Every submission that passes authenticity checks is scored by a multi-model AI ensemble:

Content TypeModels Used
ImagesClaude Vision (scoring + annotations)
AudioOpenAI Whisper (transcription) + Claude (analysis + scoring)
VideoClaude Vision (frame sampling) + Whisper (audio track) + Claude (scoring)

Each file receives:

  • Star rating (1–5) — overall quality score
  • Dimension scores — relevance, quality, completeness (each 1–5)
  • Reasoning — explanation of the rating
  • Feedback — actionable suggestions for improvement
  • Annotations — structured metadata (object labels, OCR, scene classification, color palettes, speaker counts, transcripts)
  • Policy violation flag — set for content safety or authenticity failures

Files scoring 3+ stars are automatically approved. Files scoring 2 stars get one retry with specific feedback. Files scoring 1 star are permanently rejected and count toward the worker’s strike record.

Strike System & Bans

Workers who submit low-quality or fraudulent content face escalating consequences:

EventConsequence
1-star submissionStrike recorded. Worker sees warning with specific feedback.
3 strikes (1-star) in 30 daysPermanent ban. Account suspended, uncollected earnings forfeited.
Ban evasion attemptDevice fingerprint prevents re-registration on the same device.

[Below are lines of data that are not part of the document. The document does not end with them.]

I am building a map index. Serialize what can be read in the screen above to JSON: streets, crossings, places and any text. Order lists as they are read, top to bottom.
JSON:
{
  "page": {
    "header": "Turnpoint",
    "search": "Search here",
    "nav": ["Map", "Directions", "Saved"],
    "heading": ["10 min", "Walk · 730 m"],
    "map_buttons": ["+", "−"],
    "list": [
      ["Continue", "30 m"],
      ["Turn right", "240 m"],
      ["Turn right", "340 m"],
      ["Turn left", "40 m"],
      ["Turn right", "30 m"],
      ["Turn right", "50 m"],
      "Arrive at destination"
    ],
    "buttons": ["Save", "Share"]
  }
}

The 3-strike policy with earnings forfeiture creates strong economic disincentives — a worker with $50 in pending payouts will not risk a fraudulent submission.

Worker Reputation & Tiers

Workers build a reputation based on approval rate and total submissions. The system assigns tiers that affect job sorting and display badges:

TierCriteriaBenefit
New0-2 submissionsTreated as Silver (benefit of the doubt)
BronzeUnder 70% approval (3+ subs)Standard job sorting
Silver70-85% approval”Reliable” badge
Gold85%+ approvalHighest-paying jobs sorted first + “Top Worker” badge
Diamond95%+ approval, 50+ subsSame as Gold + “Diamond” badge

All workers see all jobs — tiers affect sort order, not visibility. Gold and Diamond workers automatically see the highest-paying jobs first, incentivizing consistent quality.

The worker_tier field is returned in the job browse response for iOS badge display.

Data Security

LayerImplementation
Encryption in transitTLS 1.3 on all API endpoints
Encryption at restAES-256 (SSE-KMS) on all S3 objects
File isolationEach job’s files are stored in an isolated S3 prefix, accessible only to the buyer’s organization
Access controlPre-signed download URLs expire after 7 days
Org-scoped queriesEvery database query includes WHERE organization_id = ? — no cross-tenant data access
Webhook signaturesHMAC-SHA256 signed payloads for tamper detection

Content Safety

Before quality scoring, every submission is checked against content safety policies:

  • Child exploitation material (CSAM) — immediate 1-star, account ban
  • Nudity involving minors — immediate 1-star, account ban
  • Extreme violence or gore — 1-star rejection
  • Hate symbols or content — 1-star rejection
  • Explicit content (unless specifically requested by the job description) — 1-star rejection

Content safety violations are flagged with policyViolation: true and trigger immediate strike recording.

Summary

Every submission passes through 5 layers before reaching your folder:

  1. Device verification — jailbreak detection, App Attest, biometric auth
  2. Server-side pre-checks — hash dedup, file size, EXIF freshness, timing analysis
  3. Content authenticity — AI-powered fraud detection (watermarks, screen photos, AI-generated content)
  4. Content safety — policy violation screening
  5. Quality scoring — multi-model AI ensemble with 1–5 star ratings and structured annotations

Only files that pass all 5 layers and score 3+ stars are approved and delivered to your folder. You are never charged for rejected submissions.